■ Brief ■
Please write out each entry that follows, keeping it exactly the same.

[Records]

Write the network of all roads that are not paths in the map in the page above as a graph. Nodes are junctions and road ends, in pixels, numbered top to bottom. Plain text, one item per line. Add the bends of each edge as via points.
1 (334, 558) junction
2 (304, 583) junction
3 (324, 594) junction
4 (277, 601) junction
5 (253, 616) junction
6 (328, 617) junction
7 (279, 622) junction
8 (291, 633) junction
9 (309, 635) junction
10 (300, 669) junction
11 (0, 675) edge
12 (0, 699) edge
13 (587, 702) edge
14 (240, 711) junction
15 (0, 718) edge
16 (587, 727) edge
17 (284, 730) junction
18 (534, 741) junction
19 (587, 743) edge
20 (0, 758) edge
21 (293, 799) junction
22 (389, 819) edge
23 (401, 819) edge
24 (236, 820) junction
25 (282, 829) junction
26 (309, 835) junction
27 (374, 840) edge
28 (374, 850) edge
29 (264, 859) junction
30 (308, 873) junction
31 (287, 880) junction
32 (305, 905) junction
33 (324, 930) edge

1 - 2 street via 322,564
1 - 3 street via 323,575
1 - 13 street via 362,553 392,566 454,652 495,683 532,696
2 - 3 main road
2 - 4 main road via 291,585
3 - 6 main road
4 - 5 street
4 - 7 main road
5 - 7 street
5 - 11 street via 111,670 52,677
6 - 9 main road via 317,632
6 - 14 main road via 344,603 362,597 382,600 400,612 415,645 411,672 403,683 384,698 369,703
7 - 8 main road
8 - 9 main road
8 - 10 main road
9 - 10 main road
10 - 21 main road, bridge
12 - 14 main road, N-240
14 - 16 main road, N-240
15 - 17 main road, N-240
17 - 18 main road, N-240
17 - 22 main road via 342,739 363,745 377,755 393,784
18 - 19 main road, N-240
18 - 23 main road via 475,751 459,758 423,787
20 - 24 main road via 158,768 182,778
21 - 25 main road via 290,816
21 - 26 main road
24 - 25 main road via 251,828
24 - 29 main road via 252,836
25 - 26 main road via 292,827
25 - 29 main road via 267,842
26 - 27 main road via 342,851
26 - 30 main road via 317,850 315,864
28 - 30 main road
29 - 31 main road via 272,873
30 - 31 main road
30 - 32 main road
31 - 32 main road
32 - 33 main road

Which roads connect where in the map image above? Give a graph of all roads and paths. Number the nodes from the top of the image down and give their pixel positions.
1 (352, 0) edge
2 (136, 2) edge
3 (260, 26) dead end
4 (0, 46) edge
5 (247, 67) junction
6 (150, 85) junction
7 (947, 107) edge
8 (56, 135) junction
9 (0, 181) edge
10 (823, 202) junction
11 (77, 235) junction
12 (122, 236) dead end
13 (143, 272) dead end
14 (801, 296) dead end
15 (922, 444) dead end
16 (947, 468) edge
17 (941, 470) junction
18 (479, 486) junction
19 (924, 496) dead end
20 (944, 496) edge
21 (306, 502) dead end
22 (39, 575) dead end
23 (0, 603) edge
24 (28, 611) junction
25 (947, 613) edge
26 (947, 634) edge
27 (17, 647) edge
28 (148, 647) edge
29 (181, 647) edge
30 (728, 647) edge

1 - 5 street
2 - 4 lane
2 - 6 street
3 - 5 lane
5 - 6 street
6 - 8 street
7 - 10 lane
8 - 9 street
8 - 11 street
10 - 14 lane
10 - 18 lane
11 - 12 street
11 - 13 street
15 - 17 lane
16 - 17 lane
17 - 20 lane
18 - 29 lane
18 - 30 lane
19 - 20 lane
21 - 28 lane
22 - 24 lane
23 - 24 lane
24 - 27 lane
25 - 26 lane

[/Records]

■ Answer section ■
Write the network of all roads that are not paths in the map in the page above as a graph. Nodes are junctions and road ends, in pixels, numbered top to bottom. Plain text, one item per line. Add the bends of each edge as via points.
1 (334, 558) junction
2 (304, 583) junction
3 (324, 594) junction
4 (277, 601) junction
5 (253, 616) junction
6 (328, 617) junction
7 (279, 622) junction
8 (291, 633) junction
9 (309, 635) junction
10 (300, 669) junction
11 (0, 675) edge
12 (0, 699) edge
13 (587, 702) edge
14 (240, 711) junction
15 (0, 718) edge
16 (587, 727) edge
17 (284, 730) junction
18 (534, 741) junction
19 (587, 743) edge
20 (0, 758) edge
21 (293, 799) junction
22 (389, 819) edge
23 (401, 819) edge
24 (236, 820) junction
25 (282, 829) junction
26 (309, 835) junction
27 (374, 840) edge
28 (374, 850) edge
29 (264, 859) junction
30 (308, 873) junction
31 (287, 880) junction
32 (305, 905) junction
33 (324, 930) edge

1 - 2 street via 322,564
1 - 3 street via 323,575
1 - 13 street via 362,553 392,566 454,652 495,683 532,696
2 - 3 main road
2 - 4 main road via 291,585
3 - 6 main road
4 - 5 street
4 - 7 main road
5 - 7 street
5 - 11 street via 111,670 52,677
6 - 9 main road via 317,632
6 - 14 main road via 344,603 362,597 382,600 400,612 415,645 411,672 403,683 384,698 369,703
7 - 8 main road
8 - 9 main road
8 - 10 main road
9 - 10 main road
10 - 21 main road, bridge
12 - 14 main road, N-240
14 - 16 main road, N-240
15 - 17 main road, N-240
17 - 18 main road, N-240
17 - 22 main road via 342,739 363,745 377,755 393,784
18 - 19 main road, N-240
18 - 23 main road via 475,751 459,758 423,787
20 - 24 main road via 158,768 182,778
21 - 25 main road via 290,816
21 - 26 main road
24 - 25 main road via 251,828
24 - 29 main road via 252,836
25 - 26 main road via 292,827
25 - 29 main road via 267,842
26 - 27 main road via 342,851
26 - 30 main road via 317,850 315,864
28 - 30 main road
29 - 31 main road via 272,873
30 - 31 main road
30 - 32 main road
31 - 32 main road
32 - 33 main road

Which roads connect where in the map image above? Give a graph of all roads and paths. Number the nodes from the top of the image down and give their pixel positions.
1 (352, 0) edge
2 (136, 2) edge
3 (260, 26) dead end
4 (0, 46) edge
5 (247, 67) junction
6 (150, 85) junction
7 (947, 107) edge
8 (56, 135) junction
9 (0, 181) edge
10 (823, 202) junction
11 (77, 235) junction
12 (122, 236) dead end
13 (143, 272) dead end
14 (801, 296) dead end
15 (922, 444) dead end
16 (947, 468) edge
17 (941, 470) junction
18 (479, 486) junction
19 (924, 496) dead end
20 (944, 496) edge
21 (306, 502) dead end
22 (39, 575) dead end
23 (0, 603) edge
24 (28, 611) junction
25 (947, 613) edge
26 (947, 634) edge
27 (17, 647) edge
28 (148, 647) edge
29 (181, 647) edge
30 (728, 647) edge

1 - 5 street
2 - 4 lane
2 - 6 street
3 - 5 lane
5 - 6 street
6 - 8 street
7 - 10 lane
8 - 9 street
8 - 11 street
10 - 14 lane
10 - 18 lane
11 - 12 street
11 - 13 street
15 - 17 lane
16 - 17 lane
17 - 20 lane
18 - 29 lane
18 - 30 lane
19 - 20 lane
21 - 28 lane
22 - 24 lane
23 - 24 lane
24 - 27 lane
25 - 26 lane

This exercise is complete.